R. Há três anos e quatro meses, foi no dia 27 de
agosto de 2002.
P. Como foi sua recuperação pós-cirurgia?
R. Foi bem bacana, tanto que eu entrei numa
terça-feira e sai numa quinta-feira do hospital. Em
uma semana já havia perdido 17 kg; em um mês, 37 kg;
em seis meses, 60 kg e, em um ano, 110 kg. Os outros
10 kg fui perdendo ao longo do tempo. Fiz cirurgia
plástica no abdômen, perna e levantamento de glúteo.
P. Você que já passou por esta experiência,
indicaria para outras pessoas?
R. Indico sim porque, hoje em dia, é a cura para
obesidade mórbida. Por enquanto, é o método que faz
com que a pessoa crie outros métodos alimentares, mude
seu estilo de vida e não se prive das coisas. No
regime, você fica limitado para o resto da vida; já na
cirurgia você se reeduca e se mantém em definitivo.

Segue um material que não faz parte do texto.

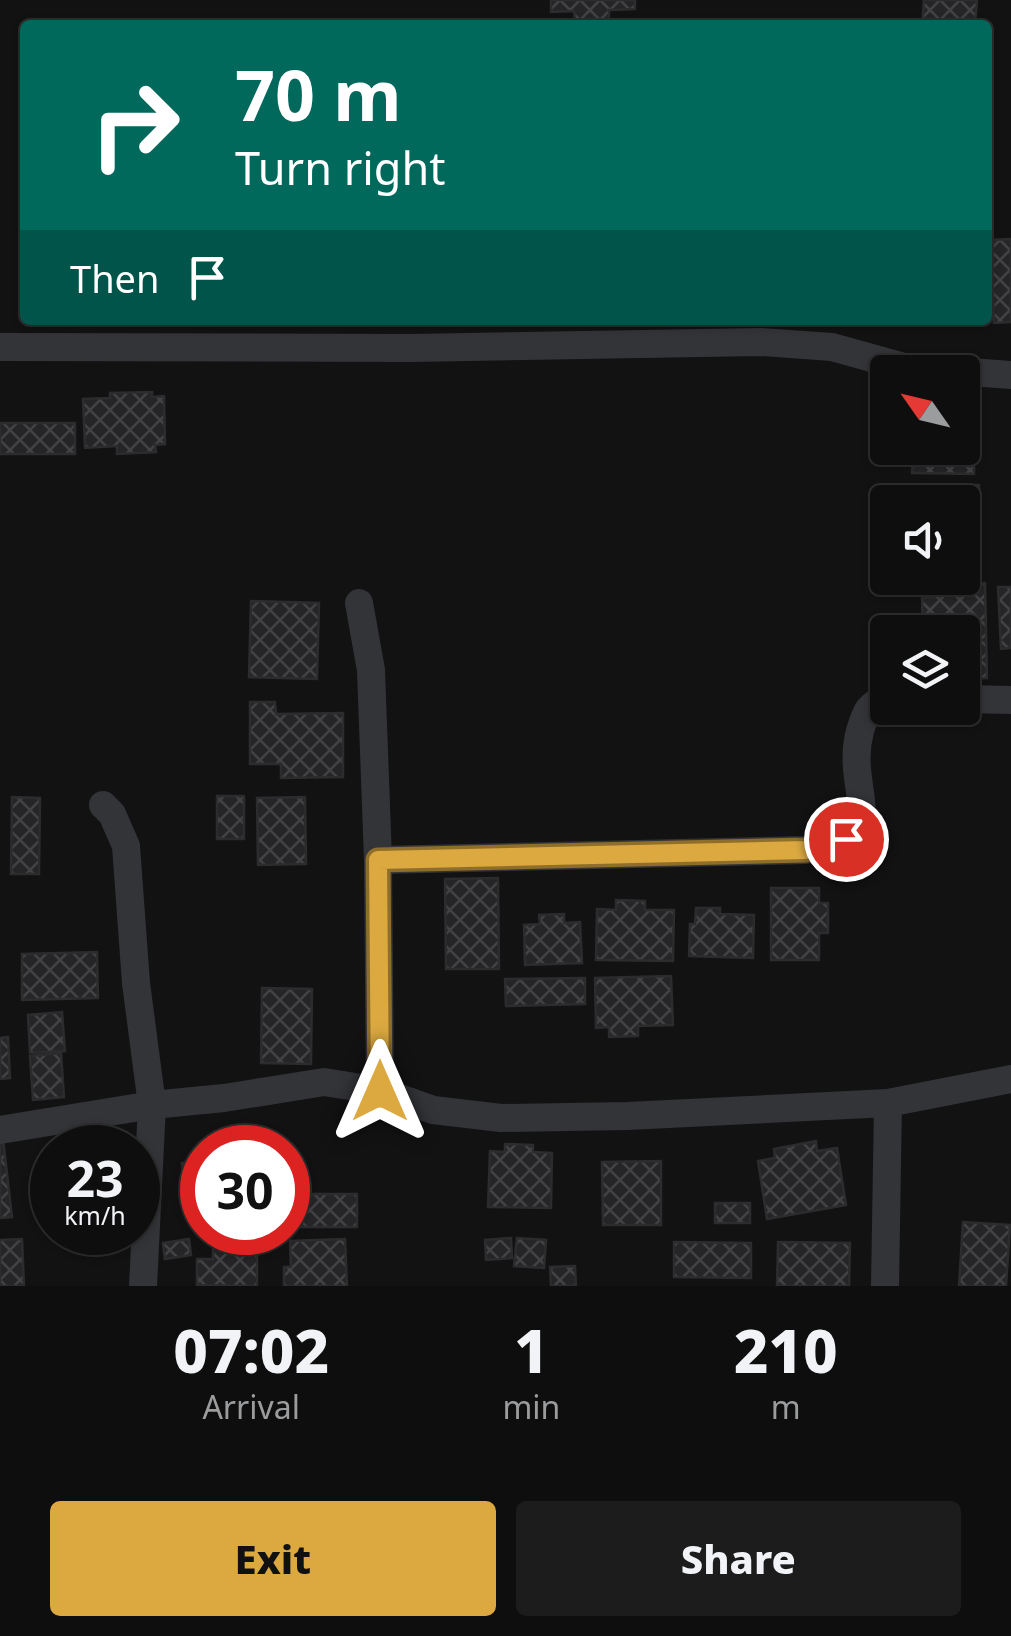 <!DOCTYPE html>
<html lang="en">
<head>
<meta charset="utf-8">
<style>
  body { margin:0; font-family:"Noto Sans",sans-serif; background:#1c1c1c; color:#f1f3f6; height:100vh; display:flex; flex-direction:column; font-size:38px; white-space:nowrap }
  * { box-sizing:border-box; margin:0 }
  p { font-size:32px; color:#9b9c9e }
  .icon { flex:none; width:55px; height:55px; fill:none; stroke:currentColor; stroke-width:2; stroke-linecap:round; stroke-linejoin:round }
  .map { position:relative; height:1286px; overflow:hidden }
  .sheet { display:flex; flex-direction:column; background:#0e0e0e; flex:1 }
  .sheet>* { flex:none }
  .top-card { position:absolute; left:20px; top:20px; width:972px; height:305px; border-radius:10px; box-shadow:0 2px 8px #0004,0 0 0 2px #2e2e2e; background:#00695c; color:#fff; overflow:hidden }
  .needle { width:65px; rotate:304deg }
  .buttons { position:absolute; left:870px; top:355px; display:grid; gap:20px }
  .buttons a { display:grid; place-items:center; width:110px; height:110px; border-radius:10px; background:#0e0e0e; box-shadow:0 2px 8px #0004,0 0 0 2px #2e2e2e; font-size:50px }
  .speed { position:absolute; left:30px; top:1125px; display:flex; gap:20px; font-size:50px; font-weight:700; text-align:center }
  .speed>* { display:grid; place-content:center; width:130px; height:130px; border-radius:50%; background:#0e0e0e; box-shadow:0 2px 8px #0004,0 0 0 2px #2e2e2e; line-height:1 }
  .speed small { font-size:25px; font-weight:400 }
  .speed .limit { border:15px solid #d22; background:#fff; color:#111 }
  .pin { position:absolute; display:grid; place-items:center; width:85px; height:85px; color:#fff; margin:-42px; border:5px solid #fff; border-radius:50%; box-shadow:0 2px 10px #0007 }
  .me { position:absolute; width:110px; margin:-55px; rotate:0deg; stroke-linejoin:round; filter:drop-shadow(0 0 8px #0008) }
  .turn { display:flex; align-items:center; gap:35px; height:210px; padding:0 50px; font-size:45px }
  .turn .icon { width:130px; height:130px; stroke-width:2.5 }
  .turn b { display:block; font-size:70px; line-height:85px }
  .then { display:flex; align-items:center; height:95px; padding:0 50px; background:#0003; gap:20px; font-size:38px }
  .eta { display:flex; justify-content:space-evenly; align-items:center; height:170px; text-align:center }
  .eta b { font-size:60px; font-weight:800; line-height:70px }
  .action { display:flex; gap:20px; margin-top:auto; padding:20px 50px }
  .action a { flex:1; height:115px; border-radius:10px; background:#dca941; color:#111; font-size:40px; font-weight:800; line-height:115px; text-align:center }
  .action a+a { background:#1c1c1c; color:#f1f3f6 }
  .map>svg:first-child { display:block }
  .building { fill:url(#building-cross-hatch); stroke:#2c2c2f; stroke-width:2.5 }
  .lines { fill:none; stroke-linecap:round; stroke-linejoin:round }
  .minor { stroke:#333438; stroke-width:28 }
  .route-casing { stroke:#8f6e2a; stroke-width:25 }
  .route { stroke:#dca941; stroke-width:18 }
</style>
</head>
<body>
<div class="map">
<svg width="1011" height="1286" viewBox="0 0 1011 1286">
  <defs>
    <pattern id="building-cross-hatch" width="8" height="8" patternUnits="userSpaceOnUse" patternTransform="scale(2.5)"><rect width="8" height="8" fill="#252527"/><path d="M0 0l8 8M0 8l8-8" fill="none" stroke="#424244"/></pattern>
  </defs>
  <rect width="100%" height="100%" fill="#121213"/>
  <!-- building -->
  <g class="building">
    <polygon points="551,0 635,0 635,9 609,10 609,20 575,22 574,11 551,12"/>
    <polygon points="924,0 977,0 975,25 922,25"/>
    <polygon points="1011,239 1011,322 994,323 991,240"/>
    <polygon points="962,380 976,380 974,474 912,473 913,448 962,448"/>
    <polygon points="152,392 152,397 164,396 165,444 155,445 156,452 117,454 117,446 85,448 83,399 110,398 110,393"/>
    <rect x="0" y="423" width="75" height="31"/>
    <polygon points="939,485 979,485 977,568 962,568 962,502 939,502"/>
    <polygon points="985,583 987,678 962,679 962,632 923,632 922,598 935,597 935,584"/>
    <polygon points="998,587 1011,587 1011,648 1001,649"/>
    <polygon points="251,601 319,603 317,679 249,677"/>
    <polygon points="250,702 275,702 276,714 343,713 343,777 281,778 281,764 250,764"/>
    <rect x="217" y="796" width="27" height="43"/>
    <polygon points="12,797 40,798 39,874 11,874"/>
    <polygon points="305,797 306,864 258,865 257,798"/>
    <polygon points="498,878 499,969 446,969 445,879"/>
    <polygon points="771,888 819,888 819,903 828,903 828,933 819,933 819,960 771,960"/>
    <polygon points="616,900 645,901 645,910 674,910 673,961 596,960 597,909 616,910"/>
    <polygon points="696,908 720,908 720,914 754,915 753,958 689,956 690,924 695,924"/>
    <polygon points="564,914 564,923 580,922 582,963 525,965 524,925 540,924 539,915"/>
    <polygon points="97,952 98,998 22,1000 22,954"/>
    <polygon points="671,976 673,1025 638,1026 638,1036 609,1037 609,1027 596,1028 595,978"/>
    <polygon points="585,978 585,1004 506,1006 505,979"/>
    <polygon points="262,988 312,989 311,1064 261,1063"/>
    <polygon points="62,1012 65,1051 30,1053 28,1015"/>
    <polygon points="8,1037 10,1078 0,1079 0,1038"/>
    <polygon points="61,1053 64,1097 33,1100 30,1056"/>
    <polygon points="0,1139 3,1139 12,1217 0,1218"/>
    <polygon points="816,1141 817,1151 837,1148 846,1205 767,1219 758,1161 775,1158 774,1149"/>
    <polygon points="505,1144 533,1145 533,1152 552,1153 551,1208 488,1207 490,1151 505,1152"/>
    <polygon points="196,1153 202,1153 202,1206 187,1207 182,1163 197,1161"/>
    <polygon points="661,1161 661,1225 603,1225 602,1162"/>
    <rect x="288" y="1194" width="69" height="33"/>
    <rect x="715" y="1203" width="35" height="20"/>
    <polygon points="963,1222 1010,1225 1006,1286 959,1286"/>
    <polygon points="511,1238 512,1258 486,1260 485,1240"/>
    <polygon points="517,1238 546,1240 544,1268 514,1266"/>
    <polygon points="22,1239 24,1286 0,1286 0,1240"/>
    <polygon points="189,1239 191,1255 165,1259 163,1243"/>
    <polygon points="345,1239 347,1286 284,1286 284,1267 291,1267 290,1241"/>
    <polygon points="213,1242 257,1242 257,1286 197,1285 197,1259 213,1259"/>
    <polygon points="674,1242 751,1243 751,1278 674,1277"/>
    <polygon points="778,1242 850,1243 849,1286 777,1286"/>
    <polygon points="575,1266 576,1286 551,1286 550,1267"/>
  </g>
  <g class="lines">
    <!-- minor -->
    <g class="minor">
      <polyline points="0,347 411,348 761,342 832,347 904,367 1011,375"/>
      <polyline points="359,603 371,670 378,860 380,1091"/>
      <polyline points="962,699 1011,700"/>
      <polyline points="103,805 112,814 126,846 136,983 152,1105 143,1286"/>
      <path d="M378,860L806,850C899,835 843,793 860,731C866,711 868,705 888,697"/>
      <polyline points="0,1130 152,1105 224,1098 324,1082 380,1091 433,1110 501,1118 628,1116 888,1103 1011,1079"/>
      <polyline points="885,1286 888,1103"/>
    </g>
  </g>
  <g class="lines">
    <!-- route casing -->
    <g class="route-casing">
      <polyline id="route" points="380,1091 378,860 806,850 826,846 846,839"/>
    </g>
    <!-- route -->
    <use href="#route" class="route"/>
  </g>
</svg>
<div class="buttons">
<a><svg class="needle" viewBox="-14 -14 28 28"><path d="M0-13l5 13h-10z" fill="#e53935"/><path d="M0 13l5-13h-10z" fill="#9b9c9e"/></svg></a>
<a><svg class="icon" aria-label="sound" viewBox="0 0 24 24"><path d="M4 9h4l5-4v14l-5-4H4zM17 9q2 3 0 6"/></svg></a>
<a><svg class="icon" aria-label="layers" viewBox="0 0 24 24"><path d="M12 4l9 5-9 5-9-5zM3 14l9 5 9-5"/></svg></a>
</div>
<div class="speed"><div>23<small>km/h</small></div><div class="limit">30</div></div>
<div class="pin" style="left:846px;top:839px;background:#d93025"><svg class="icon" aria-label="arrive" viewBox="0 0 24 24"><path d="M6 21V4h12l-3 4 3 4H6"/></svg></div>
<svg class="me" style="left:380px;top:1091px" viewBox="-20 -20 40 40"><path d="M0-17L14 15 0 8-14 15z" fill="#dca941" stroke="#fff" stroke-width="4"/></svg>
<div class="top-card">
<div class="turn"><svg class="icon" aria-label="right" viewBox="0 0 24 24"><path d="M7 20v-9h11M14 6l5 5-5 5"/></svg><div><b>70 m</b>Turn right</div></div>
<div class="then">Then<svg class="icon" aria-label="arrive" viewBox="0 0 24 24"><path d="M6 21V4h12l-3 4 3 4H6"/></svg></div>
</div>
</div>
<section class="sheet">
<div class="eta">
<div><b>07:02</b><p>Arrival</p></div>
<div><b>1</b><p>min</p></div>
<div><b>210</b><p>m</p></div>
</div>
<div class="action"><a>Exit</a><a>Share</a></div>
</section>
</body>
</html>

P. Você foi o primeiro da sua família a
operar. Teve apoio? Afinal, eles não tinham feito
ainda...
R. Eles não queriam por causa do medo da cirurgia e
não da redução do estômago e também pela quantidade de
peso e anestesia que eu teria que tomar. Relutaram um
pouco, mas depois viram que faz bem e todos decidiram
fazer também.
Maria Angélica Franzoti
(mãe)
P. Há tempo você tinha problemas com
obesidade?
R. Eu fui uma criança obesa, depois dos 13 anos fiz
uma dieta rigorosa, emagreci muito e consegui manter
meu peso mesmo após o nascimento dos meus filhos.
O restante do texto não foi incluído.